I get the following output:
08/03/26 17:32:39 INFO mapred.FileInputFormat: Total input paths to process : 1
08/03/26 17:32:44 INFO mapred.JobClient: Running job: job_200803031605_0476
08/03/26 17:32:45 INFO mapred.JobClient: map 100% reduce 100%
Job failed!
A quick check at log file for jobtracker shows:
2008-03-26 17:32:45,001 INFO org.apache.hadoop.mapred.JobInProgress: Killing job 'job_200803031605_0476'
7:19:18,301 FATAL org.apache.hadoop.mapred.JobTracker: java.net.BindException: Problem binding to /192.168.0.240:54311
at org.apache.hadoop.ipc.Server.bind(Server.java:193)
at org.apache.hadoop.ipc.Server$Listener.<init>(Server.java:252)
at org.apache.hadoop.ipc.Server.<init>(Server.java:973)
at org.apache.hadoop.ipc.RPC$Server.<init>(RPC.java:393)
at org.apache.hadoop.ipc.RPC.getServer(RPC.java:355)
at org.apache.hadoop.mapred.JobTracker.<init>(JobTracker.java:639)
at org.apache.hadoop.mapred.JobTracker.startTracker(JobTracker.java:124)
at org.apache.hadoop.mapred.JobTracker.main(JobTracker.java:2114)
2008-03-26 17:19:18,302 INFO org.apache.hadoop.mapred.JobTracker: SHUTDOWN_MSG:
/************************************************************
SHUTDOWN_MSG: Shutting down JobTracker at 192.168.0.240/192.168.0.240
************************************************************/
2008-03-26 17:32:10,784 INFO org.apache.hadoop.mapred.JobTracker: STARTUP_MSG:
/************************************************************
STARTUP_MSG: Starting JobTracker
STARTUP_MSG: host = 192.168.0.240/192.168.0.240
STARTUP_MSG: args = []
STARTUP_MSG: version = 0.16.0
STARTUP_MSG: build = http://svn.apache.org/repos/asf/hadoop/core/branches/branch-0.16 -r 618351; compiled by 'hadoopqa' on Mon Feb 4 19:29:11 UTC 2008
************************************************************/
2008-03-26 17:32:10,943 FATAL org.apache.hadoop.mapred.JobTracker: java.net.BindException: Problem binding to /192.168.0.240:54311
at org.apache.hadoop.ipc.Server.bind(Server.java:193)
at org.apache.hadoop.ipc.Server$Listener.<init>(Server.java:252)
at org.apache.hadoop.ipc.Server.<init>(Server.java:973)
at org.apache.hadoop.ipc.RPC$Server.<init>(RPC.java:393)
at org.apache.hadoop.ipc.RPC.getServer(RPC.java:355)
at org.apache.hadoop.mapred.JobTracker.<init>(JobTracker.java:639)
at org.apache.hadoop.mapred.JobTracker.startTracker(JobTracker.java:124)
at org.apache.hadoop.mapred.JobTracker.main(JobTracker.java:2114)
2008-03-26 17:32:10,944 INFO org.apache.hadoop.mapred.JobTracker: SHUTDOWN_MSG:
/************************************************************
SHUTDOWN_MSG: Shutting down JobTracker at 192.168.0.240/192.168.0.240
************************************************************/
Any Help ?
---------------------------------------------------------
Tom White <to...@gmail.com> wrote:
> I wonder if it is related to:
> https://issues.apache.org/jira/browse/HADOOP-3027
>
I think it is - the same problem is fixed for me when using HADOOP-3027.
Tom
---------------------------------
Never miss a thing.

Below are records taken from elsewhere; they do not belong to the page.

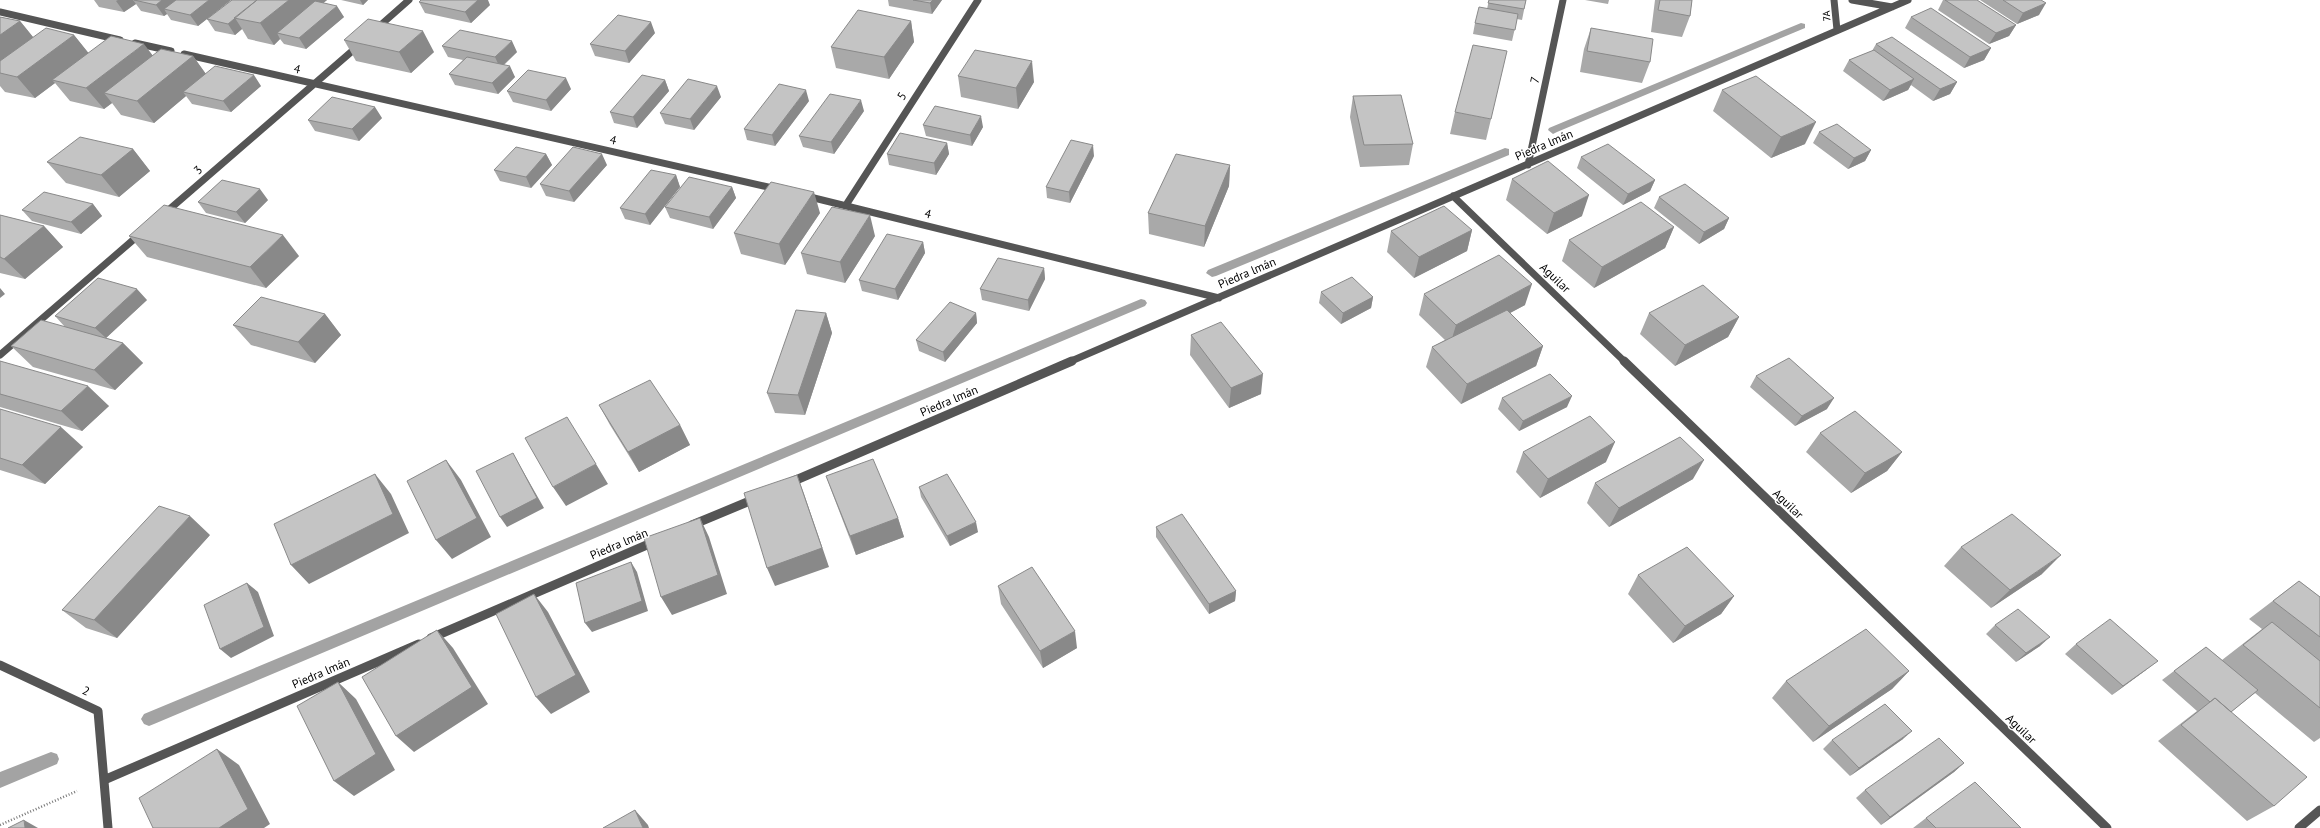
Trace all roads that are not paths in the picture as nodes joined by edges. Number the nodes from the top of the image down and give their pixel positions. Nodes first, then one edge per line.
1 (409, 0) edge
2 (978, 0) edge
3 (1563, 0) edge
4 (1834, 0) edge
5 (1852, 0) edge
6 (1908, 0) edge
7 (1892, 7) junction
8 (0, 12) edge
9 (1837, 30) junction
10 (368, 37) edge
11 (362, 42) edge
12 (315, 84) junction
13 (1528, 165) junction
14 (784, 190) edge
15 (799, 194) edge
16 (1453, 196) junction
17 (846, 204) junction
18 (157, 220) edge
19 (145, 230) edge
20 (1219, 298) junction
21 (0, 355) edge
22 (779, 488) edge
23 (764, 494) edge
24 (683, 529) edge
25 (661, 539) edge
26 (0, 665) edge
27 (104, 780) junction
28 (2320, 810) edge
29 (108, 828) edge
30 (2107, 828) edge
31 (2299, 828) edge

1 - 10 street
2 - 17 street, 5
3 - 13 street, 7
4 - 9 street, 7A
5 - 7 street
6 - 7 street, Piedra lmán
7 - 9 street, Piedra lmán
8 - 12 street, 4
9 - 13 street, Piedra lmán
11 - 12 street, 3
12 - 14 street, 4
12 - 18 street, 3
13 - 16 street, Piedra lmán
15 - 17 street, 4
16 - 20 street, Piedra lmán
16 - 30 street, Aguilar
17 - 20 street, 4
19 - 21 street
20 - 22 street, Piedra lmán
23 - 24 street
25 - 27 street, Piedra lmán
26 - 27 street, 2
27 - 29 street
28 - 31 street

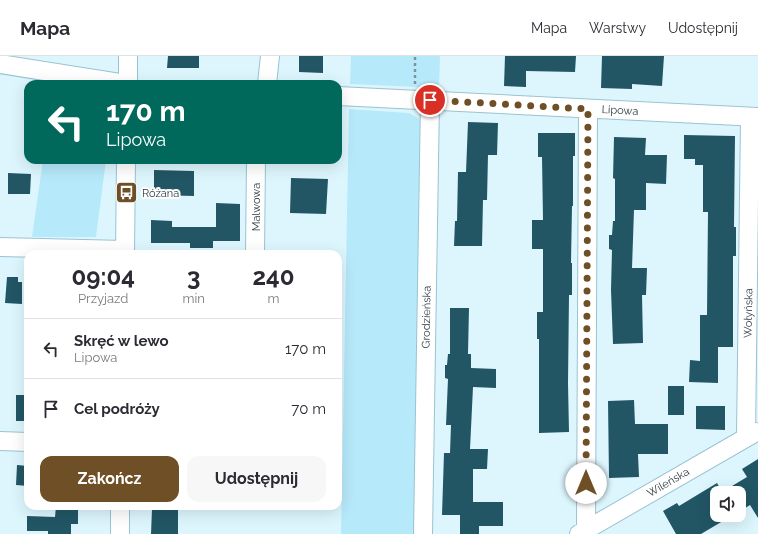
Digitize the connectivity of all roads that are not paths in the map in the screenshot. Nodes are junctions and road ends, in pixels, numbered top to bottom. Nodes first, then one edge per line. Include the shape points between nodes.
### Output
1 (128, 56) edge
2 (270, 56) edge
3 (0, 64) edge
4 (102, 80) edge
5 (127, 80) edge
6 (267, 80) edge
7 (342, 96) edge
8 (430, 100) junction
9 (588, 109) junction
10 (754, 117) edge
11 (126, 164) edge
12 (256, 164) edge
13 (0, 247) edge
14 (75, 250) edge
15 (125, 250) edge
16 (256, 250) edge
17 (752, 434) edge
18 (0, 441) edge
19 (24, 442) edge
20 (120, 510) edge
21 (582, 532) edge
22 (120, 534) edge
23 (423, 534) edge

1 - 5 street
2 - 6 street
3 - 4 street
7 - 8 street, Lipowa
8 - 9 street, Lipowa
8 - 23 street, Grodzieńska
9 - 10 street, Lipowa
9 - 21 street
10 - 17 street, Wołyńska
11 - 15 street
12 - 16 street, Malwowa
13 - 14 street
17 - 21 street, Wileńska
18 - 19 street
20 - 22 street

Make Yahoo your homepage.
Re: Map/reduce with input files on S3
Posted by Tom White <to...@gmail.com>.
> I wonder if it is related to:
> https://issues.apache.org/jira/browse/HADOOP-3027
>
I think it is - the same problem is fixed for me when using HADOOP-3027.
Tom
Re: Map/reduce with input files on S3
Posted by Prasan Ary <vo...@yahoo.com>.
Owen,
Yes I am using Hadoop 0.16.1 .
No, the jira doesn't relate to my case.
The message "Hook previously registered" comes up only if I try to access files on S3 from my java application running on EC2 . The same application runs smoothly if the input file is copied to image on EC2 and accessed from there.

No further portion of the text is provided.